Figure 3.
Oskar Is Required for the Efficient Recruitment of the Microtubule Plus Ends to the Posterior Pole
(A–C) Wild-type: the plus-end marker, Kin:β-GAL, localizes to the posterior pole of the oocyte at stage 9 ([A], red in [C]) and colocalizes with Staufen ([B], green in [C]).
(D–E) osk54/Df: The posterior localization of Kin:β-GAL ([D], red in [F]) and Staufen ([E], green in [F]) is strongly reduced in an oskar protein-null mutant.
(G–I) A nonrecombinant btz2/+ egg chamber from a germline clone experiment, showing a robust localization of Kin:β-GAL ([G], red in [I]) and Staufen ([H], blue in [I]) to the posterior pole. GFP staining is shown in green in the merged image (I) and marks the nonrecombinant wild-type cells. The signal in the nurse cells indicates that this is not a germline clone.

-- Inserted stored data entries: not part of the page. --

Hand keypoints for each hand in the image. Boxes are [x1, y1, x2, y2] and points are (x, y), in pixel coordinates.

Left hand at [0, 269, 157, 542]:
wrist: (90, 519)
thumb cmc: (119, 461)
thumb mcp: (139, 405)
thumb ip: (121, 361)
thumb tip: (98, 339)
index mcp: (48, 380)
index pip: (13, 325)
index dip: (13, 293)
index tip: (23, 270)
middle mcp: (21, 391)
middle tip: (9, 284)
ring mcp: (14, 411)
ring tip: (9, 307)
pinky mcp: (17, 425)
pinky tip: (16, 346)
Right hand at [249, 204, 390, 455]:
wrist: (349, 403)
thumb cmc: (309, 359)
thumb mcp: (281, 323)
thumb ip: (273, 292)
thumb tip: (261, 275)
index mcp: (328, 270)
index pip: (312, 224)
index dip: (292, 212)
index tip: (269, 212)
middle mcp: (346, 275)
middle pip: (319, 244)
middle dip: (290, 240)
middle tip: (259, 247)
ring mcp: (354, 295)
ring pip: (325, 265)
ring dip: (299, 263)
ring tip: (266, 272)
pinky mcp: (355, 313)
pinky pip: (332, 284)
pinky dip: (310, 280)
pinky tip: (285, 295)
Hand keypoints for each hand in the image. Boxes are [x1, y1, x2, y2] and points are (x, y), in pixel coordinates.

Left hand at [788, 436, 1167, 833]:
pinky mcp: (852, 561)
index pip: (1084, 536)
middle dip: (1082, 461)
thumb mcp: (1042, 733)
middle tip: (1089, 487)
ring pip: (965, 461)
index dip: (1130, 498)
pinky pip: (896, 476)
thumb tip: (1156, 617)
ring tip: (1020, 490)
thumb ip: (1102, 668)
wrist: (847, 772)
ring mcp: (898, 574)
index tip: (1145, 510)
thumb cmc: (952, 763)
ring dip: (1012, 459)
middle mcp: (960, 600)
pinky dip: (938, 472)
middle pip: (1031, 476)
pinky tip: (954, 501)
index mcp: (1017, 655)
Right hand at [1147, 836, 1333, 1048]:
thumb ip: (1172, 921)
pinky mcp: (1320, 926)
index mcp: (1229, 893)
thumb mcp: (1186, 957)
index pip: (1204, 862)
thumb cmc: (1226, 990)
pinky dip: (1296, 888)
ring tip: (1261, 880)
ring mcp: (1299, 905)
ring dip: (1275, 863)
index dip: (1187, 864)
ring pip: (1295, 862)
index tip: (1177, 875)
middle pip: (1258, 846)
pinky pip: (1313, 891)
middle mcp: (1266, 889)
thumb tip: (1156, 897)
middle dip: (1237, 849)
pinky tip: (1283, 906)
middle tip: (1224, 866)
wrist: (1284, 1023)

(J–L) A btz2 germline clone marked by the loss of GFP (green in [L]) from the same experiment as in (G)–(I). Kin:β-GAL (J) is barely detectable at the posterior of the oocyte, whereas Staufen (K) is not localized to the posterior pole, and accumulates at the anterior of the oocyte and diffusely around the oocyte cortex, consistent with the complete absence of oskar mRNA localization to the posterior pole in this mutant.

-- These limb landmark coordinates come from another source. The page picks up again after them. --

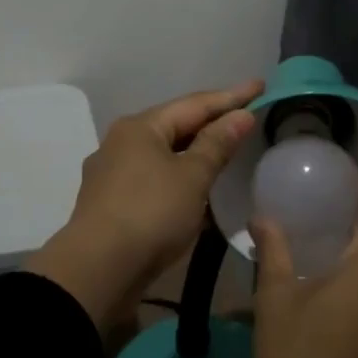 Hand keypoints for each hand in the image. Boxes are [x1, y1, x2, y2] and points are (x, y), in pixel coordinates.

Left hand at [26, 80, 261, 332]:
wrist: (97, 271)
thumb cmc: (150, 214)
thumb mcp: (192, 177)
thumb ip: (217, 144)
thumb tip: (240, 115)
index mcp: (140, 127)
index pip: (194, 104)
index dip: (231, 96)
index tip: (260, 85)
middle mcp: (121, 142)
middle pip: (175, 125)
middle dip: (210, 121)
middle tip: (245, 116)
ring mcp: (112, 173)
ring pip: (163, 154)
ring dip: (194, 152)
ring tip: (224, 149)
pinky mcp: (111, 203)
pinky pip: (154, 179)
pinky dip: (178, 178)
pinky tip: (195, 189) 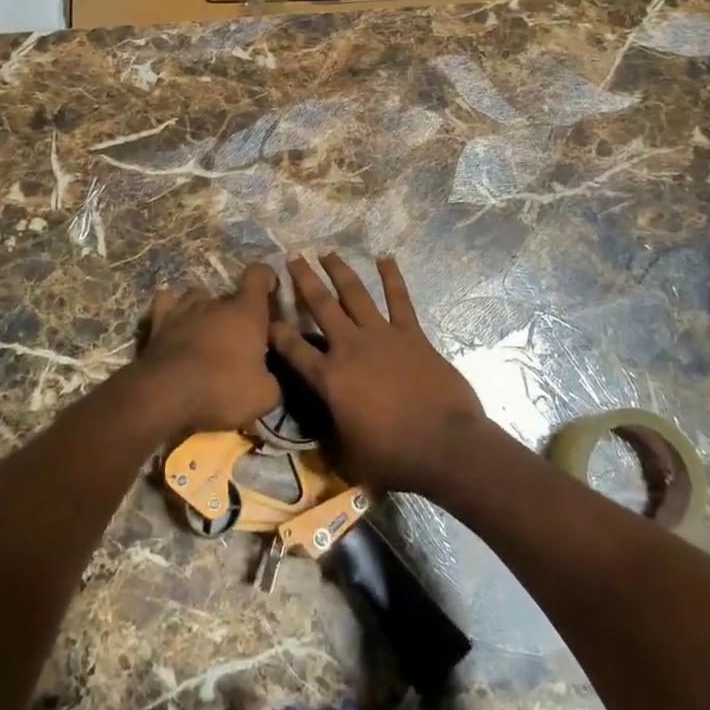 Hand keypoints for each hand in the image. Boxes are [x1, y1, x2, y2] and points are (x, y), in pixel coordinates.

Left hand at [134, 262, 281, 434]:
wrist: (166, 396)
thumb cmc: (222, 390)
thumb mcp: (264, 397)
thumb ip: (271, 380)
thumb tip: (266, 378)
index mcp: (246, 312)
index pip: (258, 275)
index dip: (266, 278)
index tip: (269, 289)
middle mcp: (216, 302)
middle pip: (230, 295)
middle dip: (236, 312)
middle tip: (239, 338)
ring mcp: (183, 309)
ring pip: (197, 296)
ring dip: (204, 310)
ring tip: (206, 331)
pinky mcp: (157, 322)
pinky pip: (166, 304)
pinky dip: (171, 309)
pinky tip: (174, 323)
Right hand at [271, 254, 491, 494]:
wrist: (444, 446)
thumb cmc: (393, 458)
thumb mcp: (348, 454)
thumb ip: (332, 434)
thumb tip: (325, 429)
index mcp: (330, 379)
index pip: (294, 350)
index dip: (277, 332)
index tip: (265, 316)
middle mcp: (350, 348)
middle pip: (321, 306)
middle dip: (304, 280)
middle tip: (292, 257)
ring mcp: (382, 336)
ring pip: (355, 294)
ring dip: (340, 271)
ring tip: (327, 252)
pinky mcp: (411, 334)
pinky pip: (399, 299)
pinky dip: (392, 277)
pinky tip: (385, 258) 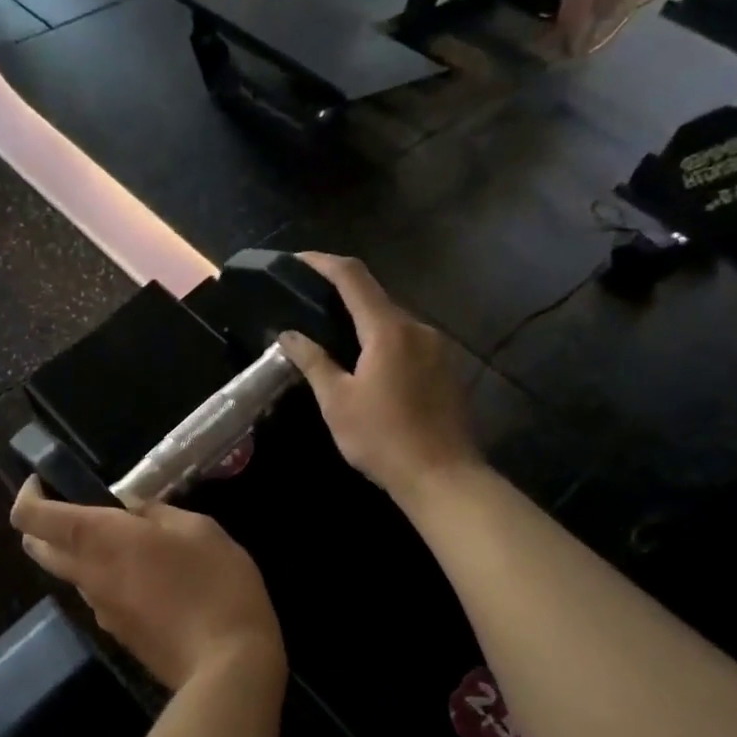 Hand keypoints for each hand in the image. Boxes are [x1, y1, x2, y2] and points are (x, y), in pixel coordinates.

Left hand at [11, 478, 283, 691]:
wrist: (228, 667)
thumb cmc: (214, 583)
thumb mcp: (196, 528)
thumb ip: (155, 513)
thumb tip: (133, 512)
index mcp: (98, 538)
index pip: (30, 517)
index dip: (28, 494)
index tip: (46, 480)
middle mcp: (87, 574)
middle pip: (36, 547)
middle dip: (44, 523)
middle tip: (81, 504)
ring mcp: (99, 610)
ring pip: (70, 573)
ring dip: (82, 552)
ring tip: (132, 540)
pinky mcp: (118, 634)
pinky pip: (99, 595)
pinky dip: (108, 577)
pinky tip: (152, 577)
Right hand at [276, 253, 478, 503]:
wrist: (444, 477)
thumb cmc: (383, 439)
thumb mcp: (337, 401)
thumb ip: (313, 361)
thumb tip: (289, 334)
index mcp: (388, 330)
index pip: (353, 277)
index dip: (323, 262)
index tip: (298, 260)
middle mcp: (418, 328)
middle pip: (376, 297)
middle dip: (342, 296)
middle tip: (310, 306)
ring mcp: (438, 347)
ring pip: (394, 321)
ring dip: (365, 322)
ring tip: (336, 341)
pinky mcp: (447, 368)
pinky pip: (410, 341)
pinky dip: (385, 342)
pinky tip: (370, 367) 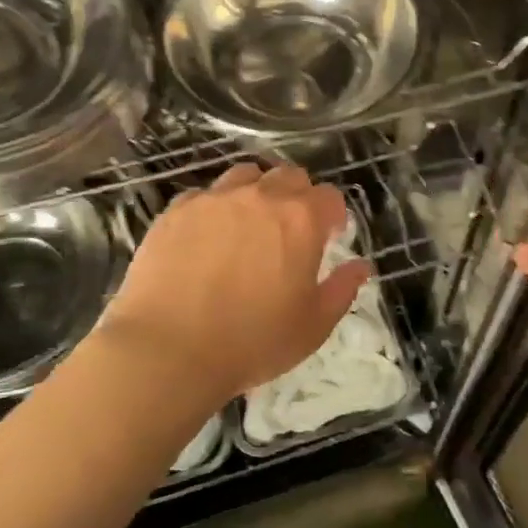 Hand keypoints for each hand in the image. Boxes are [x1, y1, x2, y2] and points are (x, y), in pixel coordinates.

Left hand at [98, 163, 366, 403]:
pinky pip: (204, 195)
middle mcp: (260, 197)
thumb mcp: (312, 326)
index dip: (333, 214)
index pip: (329, 196)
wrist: (167, 351)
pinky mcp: (175, 211)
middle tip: (292, 229)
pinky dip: (215, 207)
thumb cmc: (252, 342)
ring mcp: (214, 200)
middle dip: (298, 196)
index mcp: (301, 220)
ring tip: (249, 224)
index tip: (330, 235)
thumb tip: (360, 266)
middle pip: (289, 176)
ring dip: (256, 192)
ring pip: (245, 176)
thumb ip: (342, 290)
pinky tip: (208, 236)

(M–O) A Khc27 germline clone stained as above. Kin:β-GAL (M) is only very weakly localized to the posterior, whereas Staufen (O) fails to localize there and is mislocalized to the oocyte anterior-lateral cortex, where oskar mRNA is detected in Khc27 mutants. Also note the misplacement of the oocyte nucleus, labeled with the asterisk; this misplacement reflects the requirement for Kinesin in nuclear anchoring 28, 29, 38.